One of the basic tenets of postmodernist linguistic deconstructionism (which I learned how to do in my postgraduate studies at Vanderbilt) is that all text is tainted by bias and that objective points of view are impossible. Hence, the objective of expression is to exercise power. (Formerly the type of expression so designated has been confined, mostly, to those of history, literature and politics. But now we see that even mathematics may be considered biased and subjective.)

Hence, there is no such as thing as objective truth and statements are never more than propositional in nature. A statement's truth content is never more than opinion, and opinions are nothing but expressions of power. Therefore, in a basic sense, all speech is power directed.

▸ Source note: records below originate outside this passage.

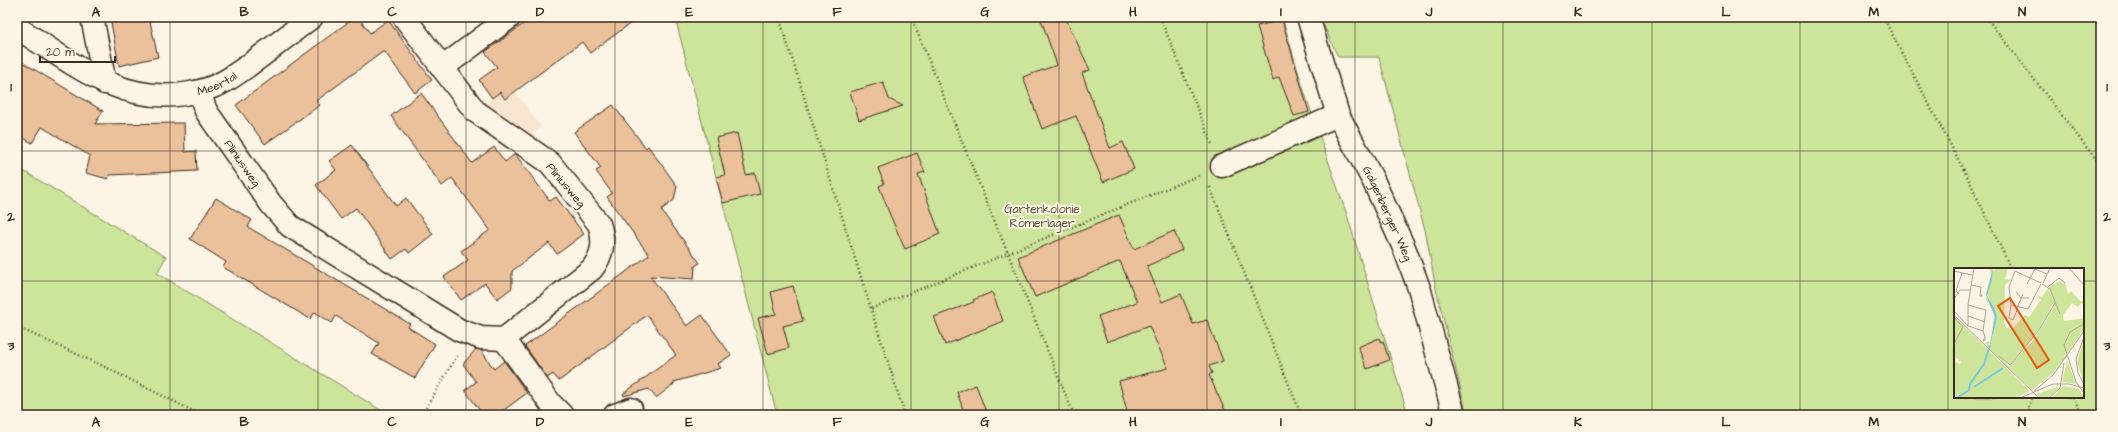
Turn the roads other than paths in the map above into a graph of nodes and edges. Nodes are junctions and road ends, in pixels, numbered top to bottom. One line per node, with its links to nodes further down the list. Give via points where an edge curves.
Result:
1 (92, 17): 8 (street)
2 (312, 17): 9 (street, Meertal, via 226,80)
3 (404, 17): 7 (street, Pliniusweg)
4 (510, 17): 7 (street)
5 (1308, 17): 10 (street, Galgenberger Weg)
6 (17, 28): 8 (street, Meertal)
7 (442, 68): 12 (street, Pliniusweg, via 475,111 550,163 601,230 600,257 592,269)
8 (105, 83): 9 (street, Meertal, via 154,96)
9 (199, 92): 12 (street, Pliniusweg, via 206,111 271,204 290,226 469,335 494,340)
10 (1338, 115): 11 (street); 14 (street, Galgenberger Weg, via 1373,180 1420,291)
11 (1213, 170)
12 (504, 339): 13 (street, via 551,404)
13 (562, 415)
14 (1454, 415)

This is a fundamental world view of the Left and is derived directly from Marxism, as reworked by Leninism. Since Marx held that his communist theory was literally scientific, his economic-historical forecasts were not simply likely, they were certain. To understand and partner with this inevitability was to be "on the right side of history" (which is where that overused cliche comes from). As formulated by Lenin et. al., truth is therefore not statements of objective facts, but assertions that move the communist revolution and its fulfillment closer to reality. "Truth" is therefore pliable and impermanent, the concept of truth being only practical. In practice, all of language became subservient to the dominance of the party, a fact recognized by George Orwell in his novel 1984 and its concept of Newspeak.
Comes now Victor Davis Hansen with, "A Postmodern Presidency - A Pretentious Word for a World Without Rules."
But the chief characteristic of postmodern thinking is the notion of relativism and the primacy of language over reality. What we signify and brand as “real,” in essence, is no more valid than another’s “truth,” even if we retreat to specious claims of “evidence”— especially if our aim is to perpetuate the nation state, or the primacy of the white male capitalist Westerner who long ago manufactured norms in his own interests.
Read the whole thing.

Yet what is the point of postmodern deconstructionism? Well, it is obvious: since the basic - and by basic I mean the truly foundational - tenet of pomo-decon is that using language is nothing but exercising power, then the point of of pomo-decon is power, too. George Orwell understood this quite well in his novelistic but prophetic concept of Newspeak:
... we are interested solely in power. Not wealth or luxury or long life or happiness: only power, pure power. What pure power means you will understand presently. We are different from all the oligarchies of the past, in that we know what we are doing. All the others, even those who resembled ourselves, were cowards and hypocrites. The German Nazis and the Russian Communists came very close to us in their methods, but they never had the courage to recognize their own motives. They pretended, perhaps they even believed, that they had seized power unwillingly and for a limited time, and that just round the corner there lay a paradise where human beings would be free and equal. We are not like that. We know that no one ever seizes power with the intention of relinquishing it. Power is not a means; it is an end. One does not establish a dictatorship in order to safeguard a revolution; one makes the revolution in order to establish the dictatorship. The object of persecution is persecution. The object of torture is torture. The object of power is power." -- 1984
Hat tip: Vanderleun.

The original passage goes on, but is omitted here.